Work instruction: Please write out the lines of the data exactly, beginning with the first and ending with the line containing "Turn the roads"; leave the pictures behind.

Material provided:
>>>

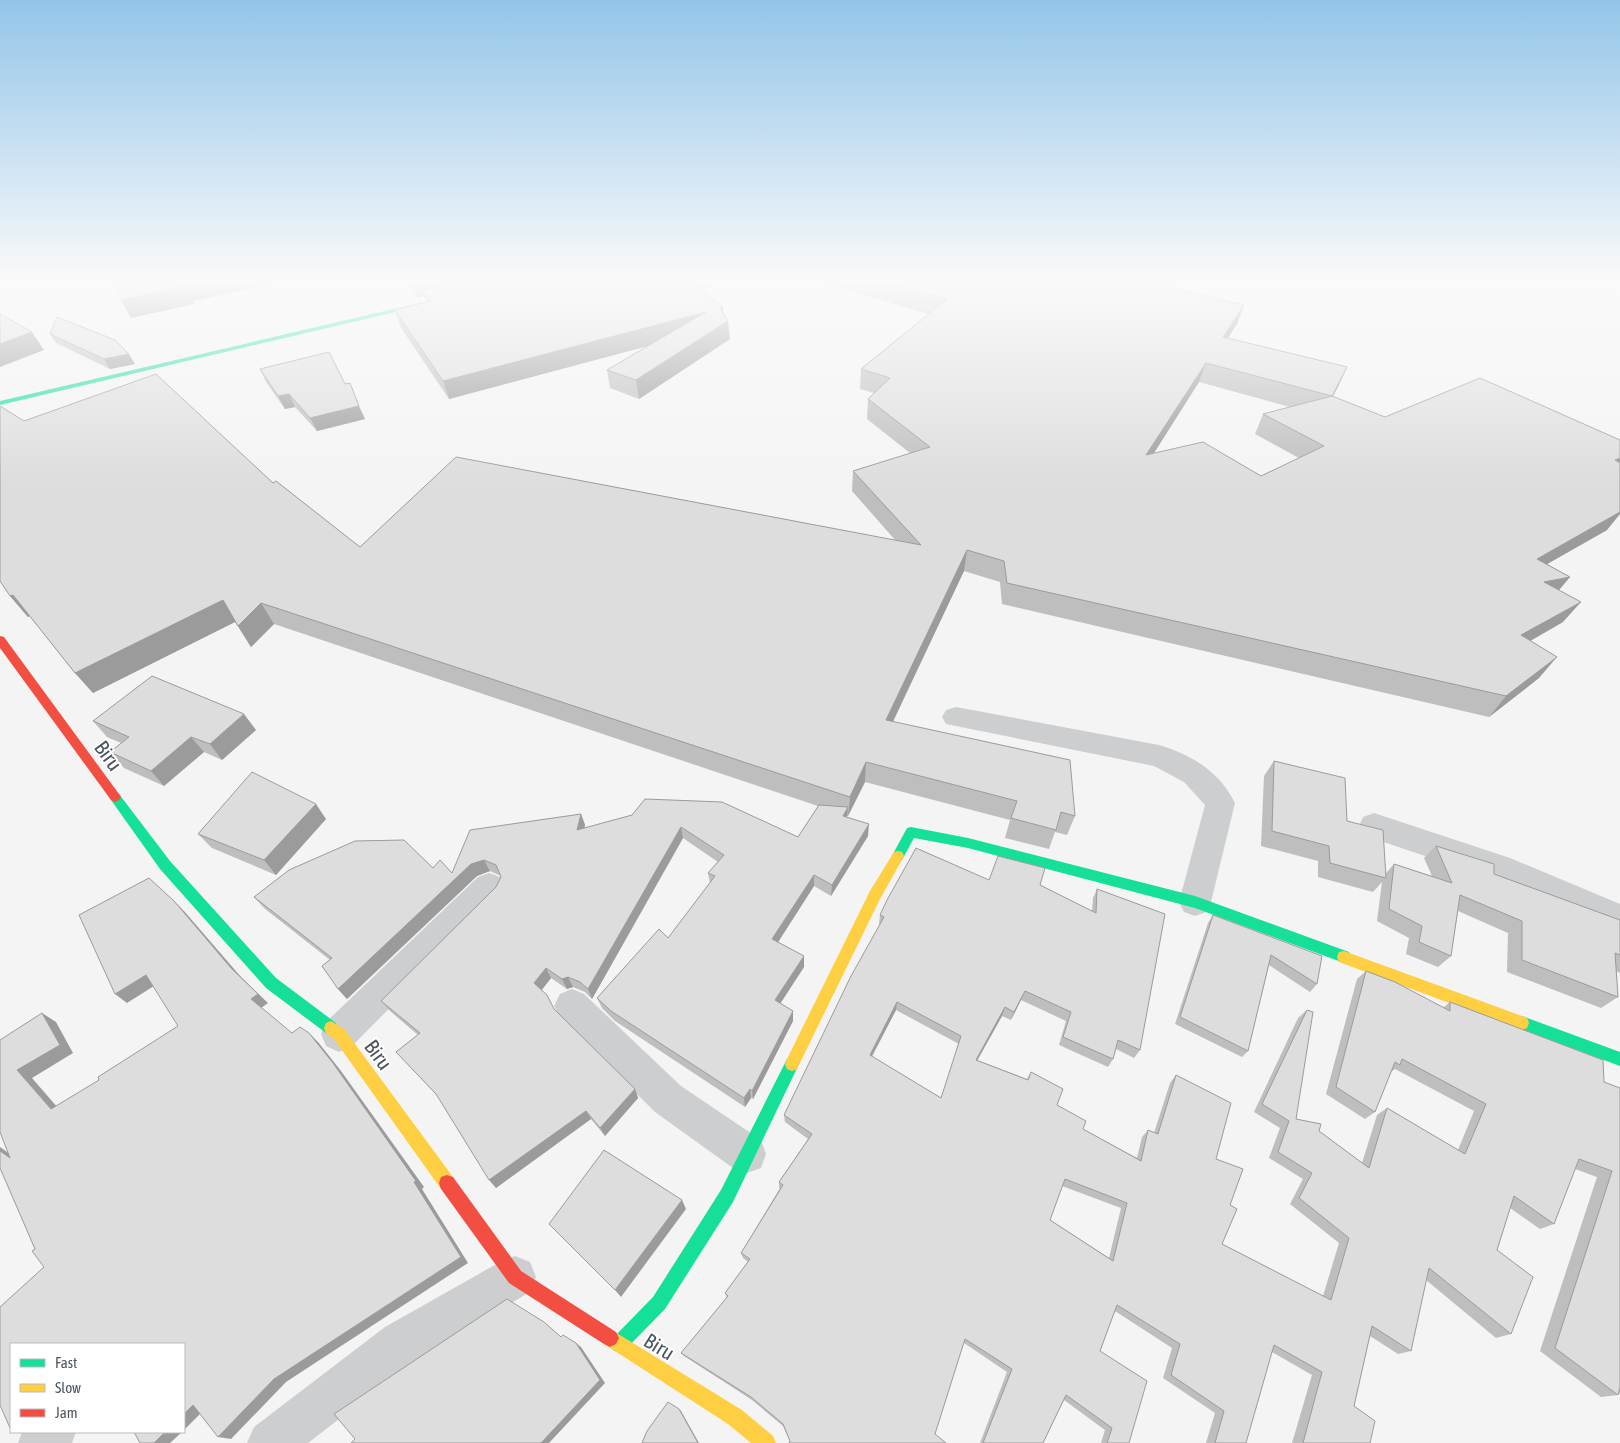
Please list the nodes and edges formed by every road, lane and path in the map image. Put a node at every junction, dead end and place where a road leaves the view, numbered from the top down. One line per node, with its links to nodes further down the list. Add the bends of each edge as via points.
1 (225, 350): 2 (street)
2 (0, 403)
3 (0, 640): 10 (street, Biru, via 165,865 271,983)
4 (956, 717): 7 (street, via 1159,756 1188,768 1203,780 1220,803)
5 (1374, 826): 8 (street, via 1499,868)
6 (489, 887): 10 (street)
7 (1195, 902): 11 (street); 12 (street, via 911,832 875,895)
8 (1620, 919)
9 (572, 1006): 12 (street, via 668,1099)
10 (339, 1034): 13 (street, Biru)
11 (1620, 1059)
12 (747, 1154): 14 (street, via 727,1196 659,1303)
13 (515, 1277): 14 (street, Biru); 17 (street, via 401,1343)
14 (619, 1344): 18 (street, Biru, via 736,1417)
15 (52, 1433): 16 (street)
16 (41, 1443)
17 (270, 1443)
18 (766, 1443)

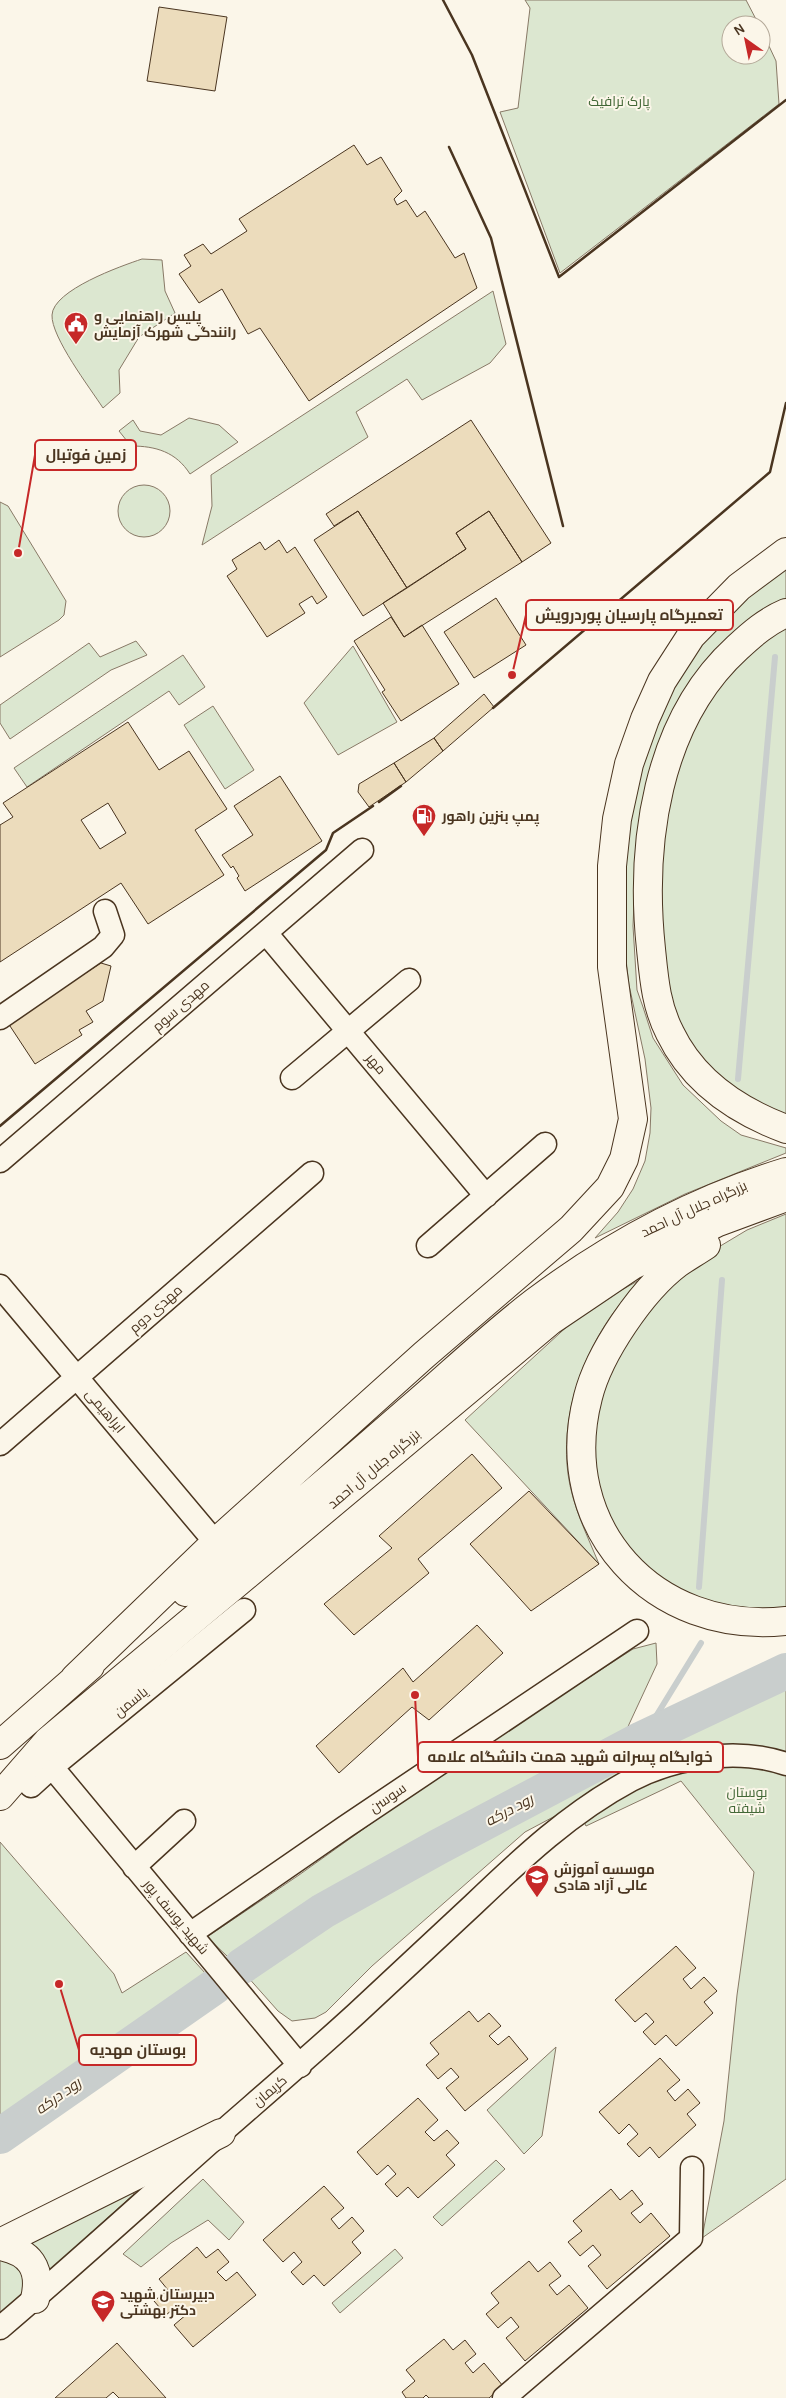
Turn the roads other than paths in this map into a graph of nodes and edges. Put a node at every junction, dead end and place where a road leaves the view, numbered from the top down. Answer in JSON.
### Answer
{"nodes":[{"id":1,"x":786,"y":552,"type":"edge"},
{"id":2,"x":786,"y":613,"type":"edge"},
{"id":3,"x":362,"y":850,"type":"dead end"},
{"id":4,"x":105,"y":911,"type":"dead end"},
{"id":5,"x":266,"y":933,"type":"junction"},
{"id":6,"x":409,"y":980,"type":"dead end"},
{"id":7,"x":0,"y":1018,"type":"edge"},
{"id":8,"x":348,"y":1031,"type":"junction"},
{"id":9,"x":292,"y":1078,"type":"dead end"},
{"id":10,"x":786,"y":1129,"type":"edge"},
{"id":11,"x":545,"y":1144,"type":"dead end"},
{"id":12,"x":0,"y":1161,"type":"edge"},
{"id":13,"x":786,"y":1172,"type":"edge"},
{"id":14,"x":312,"y":1173,"type":"dead end"},
{"id":15,"x":486,"y":1196,"type":"junction"},
{"id":16,"x":786,"y":1197,"type":"edge"},
{"id":17,"x":786,"y":1206,"type":"edge"},
{"id":18,"x":428,"y":1246,"type":"dead end"},
{"id":19,"x":0,"y":1286,"type":"edge"},
{"id":20,"x":77,"y":1378,"type":"junction"},
{"id":21,"x":0,"y":1444,"type":"edge"},
{"id":22,"x":210,"y":1536,"type":"dead end"},
{"id":23,"x":244,"y":1610,"type":"dead end"},
{"id":24,"x":786,"y":1622,"type":"edge"},
{"id":25,"x":637,"y":1631,"type":"dead end"},
{"id":26,"x":75,"y":1678,"type":"junction"},
{"id":27,"x":0,"y":1744,"type":"edge"},
{"id":28,"x":786,"y":1764,"type":"edge"},
{"id":29,"x":46,"y":1772,"type":"joint"},
{"id":30,"x":0,"y":1796,"type":"edge"},
{"id":31,"x":184,"y":1821,"type":"dead end"},
{"id":32,"x":134,"y":1866,"type":"junction"},
{"id":33,"x":190,"y":1934,"type":"junction"},
{"id":34,"x":300,"y":2066,"type":"junction"},
{"id":35,"x":221,"y":2133,"type":"junction"},
{"id":36,"x":692,"y":2168,"type":"dead end"},
{"id":37,"x":0,"y":2245,"type":"edge"},
{"id":38,"x":35,"y":2298,"type":"junction"},
{"id":39,"x":0,"y":2328,"type":"edge"},
{"id":40,"x":504,"y":2398,"type":"edge"}],
"edges":[{"from":1,"to":26,"type":"highway"},
{"from":2,"to":10,"type":"highway"},
{"from":3,"to":5,"type":"street","name":"مهدی سوم"},
{"from":4,"to":7,"type":"street"},
{"from":5,"to":8,"type":"street","name":"مهر"},
{"from":5,"to":12,"type":"street","name":"مهدی سوم"},
{"from":6,"to":8,"type":"street"},
{"from":8,"to":9,"type":"street"},
{"from":8,"to":15,"type":"street","name":"مهر"},
{"from":11,"to":15,"type":"street"},
{"from":13,"to":26,"type":"highway","name":"بزرگراه جلال آل احمد"},
{"from":14,"to":20,"type":"street","name":"مهدی دوم"},
{"from":15,"to":18,"type":"street"},
{"from":16,"to":30,"type":"highway","name":"بزرگراه جلال آل احمد"},
{"from":17,"to":24,"type":"highway"},
{"from":19,"to":20,"type":"street","name":"ابراهیمی"},
{"from":20,"to":21,"type":"street","name":"مهدی دوم"},
{"from":20,"to":22,"type":"street","name":"ابراهیمی"},
{"from":23,"to":29,"type":"street","name":"یاسمن"},
{"from":25,"to":33,"type":"street","name":"سوسن"},
{"from":26,"to":27,"type":"highway","name":"بزرگراه جلال آل احمد"},
{"from":28,"to":34,"type":"street","name":"کریمان"},
{"from":29,"to":32,"type":"street","name":"شهید یوسف پور"},
{"from":31,"to":32,"type":"street"},
{"from":32,"to":33,"type":"street","name":"شهید یوسف پور"},
{"from":33,"to":34,"type":"street","name":"شهید یوسف پور"},
{"from":34,"to":35,"type":"street","name":"کریمان"},
{"from":35,"to":37,"type":"highway"},
{"from":35,"to":38,"type":"street","name":"کریمان"},
{"from":36,"to":40,"type":"street"},
{"from":37,"to":38,"type":"highway"},
{"from":38,"to":39,"type":"street","name":"کریمان"}]}
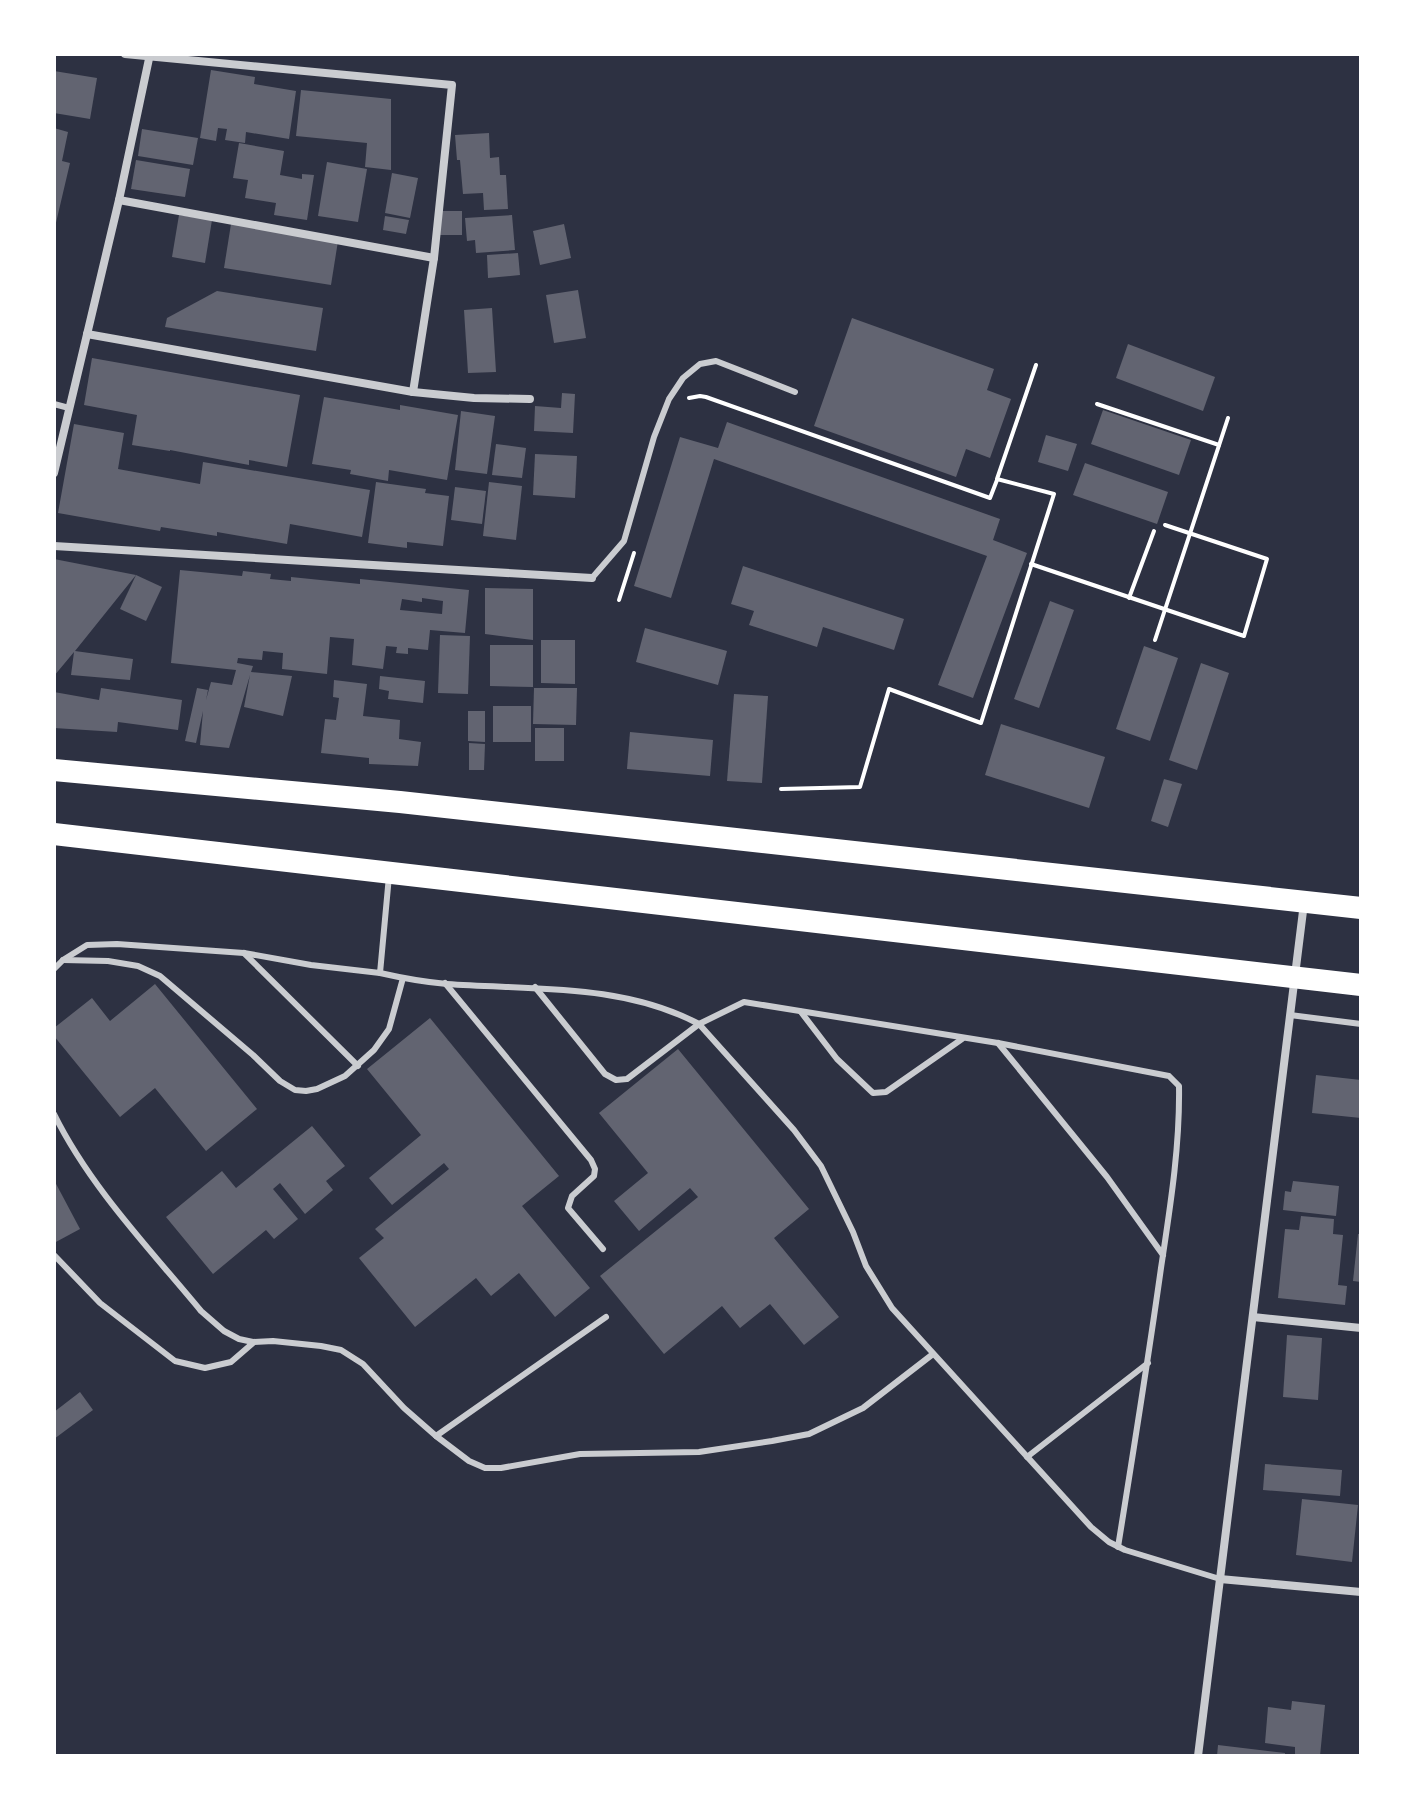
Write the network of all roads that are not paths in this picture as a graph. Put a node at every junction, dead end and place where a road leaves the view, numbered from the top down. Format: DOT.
graph roads {
  1 [pos="125,54"];
  2 [pos="150,55"];
  3 [pos="119,200"];
  4 [pos="434,258"];
  5 [pos="87,334"];
  6 [pos="413,392"];
  7 [pos="795,392"];
  8 [pos="530,399"];
  9 [pos="54,404"];
  10 [pos="69,408"];
  11 [pos="54,473"];
  12 [pos="54,546"];
  13 [pos="592,578"];
  14 [pos="54,770"];
  15 [pos="54,834"];
  16 [pos="389,872"];
  17 [pos="1304,902"];
  18 [pos="1361,908"];
  19 [pos="244,953"];
  20 [pos="63,960"];
  21 [pos="54,969"];
  22 [pos="380,973"];
  23 [pos="403,978"];
  24 [pos="1295,978"];
  25 [pos="445,983"];
  26 [pos="1361,985"];
  27 [pos="535,987"];
  28 [pos="801,1012"];
  29 [pos="1290,1015"];
  30 [pos="699,1024"];
  31 [pos="1361,1024"];
  32 [pos="962,1039"];
  33 [pos="998,1043"];
  34 [pos="358,1066"];
  35 [pos="54,1114"];
  36 [pos="603,1249"];
  37 [pos="54,1255"];
  38 [pos="1163,1255"];
  39 [pos="606,1317"];
  40 [pos="1253,1317"];
  41 [pos="1361,1328"];
  42 [pos="253,1342"];
  43 [pos="933,1354"];
  44 [pos="1148,1363"];
  45 [pos="436,1436"];
  46 [pos="1027,1457"];
  47 [pos="1118,1547"];
  48 [pos="1220,1579"];
  49 [pos="1361,1592"];
  50 [pos="1198,1756"];
  1 -- 2 [label="street"];
  2 -- 3 [label="street"];
  2 -- 4 [label="street"];
  3 -- 4 [label="street"];
  3 -- 5 [label="street"];
  4 -- 6 [label="street"];
  5 -- 6 [label="street"];
  5 -- 10 [label="street"];
  6 -- 8 [label="street"];
  7 -- 13 [label="lane"];
  9 -- 10 [label="lane"];
  10 -- 11 [label="street"];
  12 -- 13 [label="street"];
  14 -- 17 [label="highway"];
  15 -- 16 [label="highway"];
  16 -- 22 [label="lane"];
  16 -- 24 [label="highway"];
  17 -- 18 [label="highway"];
  17 -- 24 [label="street"];
  19 -- 20 [label="lane"];
  19 -- 22 [label="lane"];
  19 -- 34 [label="lane"];
  20 -- 21 [label="lane"];
  20 -- 34 [label="lane"];
  22 -- 23 [label="lane"];
  23 -- 25 [label="lane"];
  23 -- 34 [label="lane"];
  24 -- 26 [label="highway"];
  24 -- 29 [label="street"];
  25 -- 27 [label="lane"];
  25 -- 36 [label="lane"];
  27 -- 30 [label="lane"];
  27 -- 30 [label="lane"];
  28 -- 30 [label="lane"];
  28 -- 32 [label="lane"];
  28 -- 32 [label="lane"];
  29 -- 31 [label="lane"];
  29 -- 40 [label="street"];
  30 -- 43 [label="lane"];
  32 -- 33 [label="lane"];
  33 -- 38 [label="lane"];
  33 -- 38 [label="lane"];
  35 -- 42 [label="lane"];
  37 -- 42 [label="lane"];
  38 -- 44 [label="lane"];
  39 -- 45 [label="lane"];
  40 -- 41 [label="street"];
  40 -- 48 [label="street"];
  42 -- 45 [label="lane"];
  43 -- 45 [label="lane"];
  43 -- 46 [label="lane"];
  44 -- 46 [label="lane"];
  44 -- 47 [label="lane"];
  46 -- 47 [label="lane"];
  47 -- 48 [label="lane"];
  48 -- 49 [label="street"];
  48 -- 50 [label="street"];
}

<<<

Answer to this exercise:
Please list the nodes and edges formed by every road, lane and path in the map image. Put a node at every junction, dead end and place where a road leaves the view, numbered from the top down. One line per node, with its links to nodes further down the list. Add the bends of each edge as via points.
1 (225, 350): 2 (street)
2 (0, 403)
3 (0, 640): 10 (street, Biru, via 165,865 271,983)
4 (956, 717): 7 (street, via 1159,756 1188,768 1203,780 1220,803)
5 (1374, 826): 8 (street, via 1499,868)
6 (489, 887): 10 (street)
7 (1195, 902): 11 (street); 12 (street, via 911,832 875,895)
8 (1620, 919)
9 (572, 1006): 12 (street, via 668,1099)
10 (339, 1034): 13 (street, Biru)
11 (1620, 1059)
12 (747, 1154): 14 (street, via 727,1196 659,1303)
13 (515, 1277): 14 (street, Biru); 17 (street, via 401,1343)
14 (619, 1344): 18 (street, Biru, via 736,1417)
15 (52, 1433): 16 (street)
16 (41, 1443)
17 (270, 1443)
18 (766, 1443)

Turn the roads other than paths in this map into a graph of nodes and edges. Put a node at every junction, dead end and place where a road leaves the view, numbered from the top down. Answer in JSON.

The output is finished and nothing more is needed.